I worry about Guy sometimes. After hearing this, he heads back to the scene of Keves’s murder, since he recalls having seen a big book in her bag and Archie imploring him to take it – an instruction that, in his horror, he ignored. But it seems ridiculous to me that a treasure trove of supernatural knowledge and secrets would be literally contained in a giant book. It’s hardly inconspicuous, is it?
Guy’s investigation also takes him to the memorial service that Keves’s coven is holding for her, where he meets Doris, another witch who happily admits that Keves was working under their instructions and that the Talamasca can’t be trusted. She also mentions Soledad, which is the first time Guy’s hearing the name. Doris is immediately suspicious, but does that make her automatically a bad guy? After all, everyone in this universe is suspicious, and nobody involved in the Talamasca seems to be especially straight-up either.
Doris has connections in the police, who are fancying Guy as a suspect in Keves and Archie’s murders because he’s not very good at his job and made his tailing of the latter really obvious, not to mention all his blundering around the crime scene, and Olive’s efforts to throw them off the scent only make the whole thing seem more suspicious to the investigating officer, Ridge. But Doris’s endgame is elusive for now. She either believes Guy killed Keves and wants her revenge, or she thinks that he can lead her to the 752. Either way, we see her snooping around after him at the end of “The Task At Hand”, so she’s up to something.
Guy’s obvious idiocy can sometimes chafe awkwardly against the show’s efforts to make him look competent. It does this by having him successfully tail Helen to a ramshackle old facility where she and her long-lost sister were once housed by the Talamasca – absolutely nothing about this organisation seems like it meets any sort of health and safety standards – and she’s all performatively shocked that he managed to find her. It’s hard to buy into Helen’s backstory, too, since pretty much everything that comes out of her mouth seems to be deliberate obfuscation. Then again, she does seem like the sort of person who’d get a job working for the organisation that experimented on her, even if it was just to file a complaint about it later.
Everything Helen says is very precisely engineered to incense Guy just enough to set him off on the next stage of his mission, which you can see in how she teases him with mention of his mother and some supposedly bad thing she did, right as he accuses her of using him to draw Anna out. She wants him to put his supposed talents to work, walking straight into the London Mother House and conning Jasper into thinking he’s on-side, which is a plan so fraught with potential problems given Guy’s performance thus far that it beggars belief. But he’s into it. Guy evidently feels pretty comfortable waltzing into hostile territory and just blagging it.
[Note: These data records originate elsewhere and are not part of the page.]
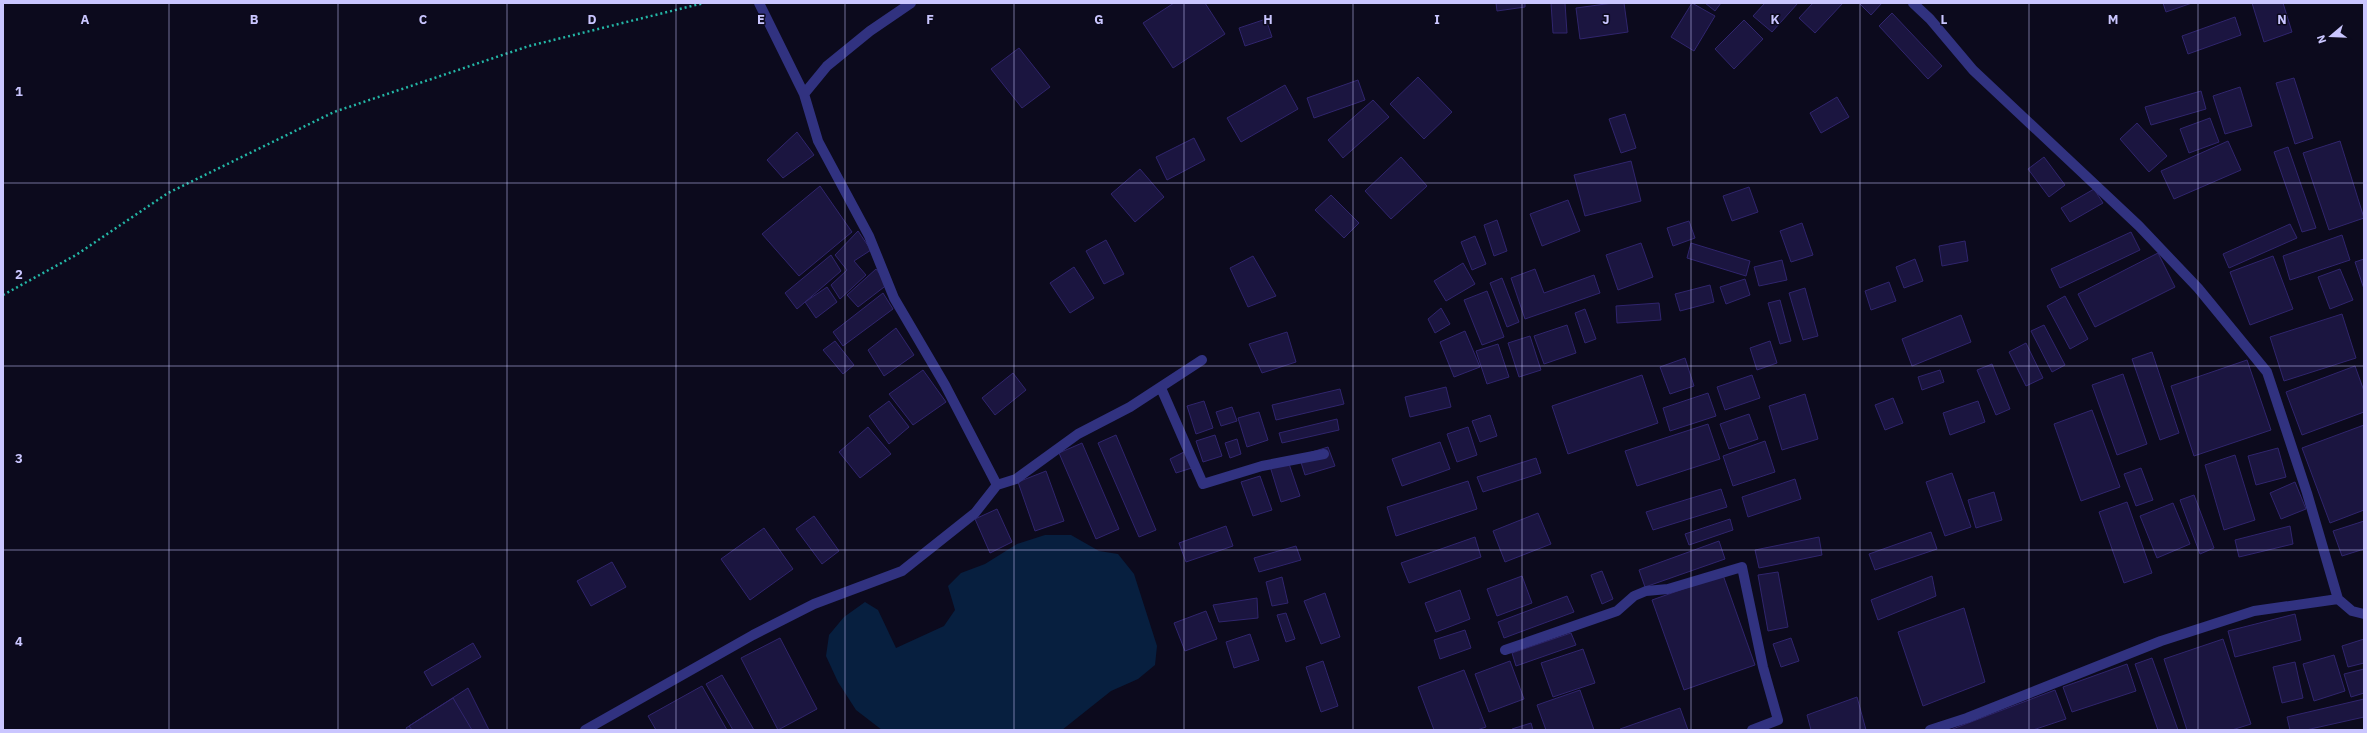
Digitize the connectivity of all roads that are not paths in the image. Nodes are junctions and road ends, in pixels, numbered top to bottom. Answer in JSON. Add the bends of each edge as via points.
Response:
{"nodes":[{"id":1,"x":759,"y":3,"type":"edge"},
{"id":2,"x":911,"y":3,"type":"edge"},
{"id":3,"x":1913,"y":3,"type":"edge"},
{"id":4,"x":804,"y":94,"type":"junction"},
{"id":5,"x":1202,"y":360,"type":"dead end"},
{"id":6,"x":1160,"y":388,"type":"junction"},
{"id":7,"x":1324,"y":454,"type":"dead end"},
{"id":8,"x":997,"y":485,"type":"junction"},
{"id":9,"x":2338,"y":599,"type":"junction"},
{"id":10,"x":2364,"y":614,"type":"edge"},
{"id":11,"x":1505,"y":650,"type":"dead end"},
{"id":12,"x":599,"y":726,"type":"edge"},
{"id":13,"x":585,"y":730,"type":"edge"},
{"id":14,"x":1752,"y":730,"type":"edge"},
{"id":15,"x":1930,"y":730,"type":"edge"}],
"edges":[{"from":1,"to":4,"type":"street"},
{"from":2,"to":4,"type":"street","via":[[870,31],[827,66]]},
{"from":3,"to":9,"type":"street","via":[[1930,18],[1973,70],[2144,231],[2198,288],[2267,372],[2307,493]]},
{"from":4,"to":8,"type":"street","via":[[818,141],[869,236],[894,298],[945,385]]},
{"from":5,"to":6,"type":"street"},
{"from":6,"to":7,"type":"street","via":[[1203,484],[1262,466]]},
{"from":6,"to":8,"type":"street","via":[[1120,413],[1078,434],[1016,479]]},
{"from":8,"to":12,"type":"street","via":[[975,513],[902,571],[814,604],[753,635]]},
{"from":9,"to":10,"type":"street","via":[[2352,612]]},
{"from":9,"to":15,"type":"street","via":[[2254,612],[2161,641],[1967,718]]},
{"from":11,"to":14,"type":"street","via":[[1617,611],[1634,596],[1646,591],[1668,589],[1742,567],[1763,667],[1778,720]]},
{"from":12,"to":13,"type":"street"}]}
Predictably, Jasper seems way too smart for this. When Guy goes straight over Mr. Owens’ head and starts addressing the CCTV, he does respond to the provocation, freezing time so he and Guy can have a helpful expository chat. Turns out Owens is dying of cancer, and he’s tolerating Jasper’s deeply sinister shenanigans with the promise of eventually being healed, which is fair enough. But there’s no way that Jasper is really buying into Guy’s “I’m determined to take the Talamasca down for everything they did to me” routine. Guy tries to sway things by bringing up the 752, but he tips his hand. Jasper suggests they can probably help each other after all… but he also won’t let him leave, which isn’t how most partnerships start.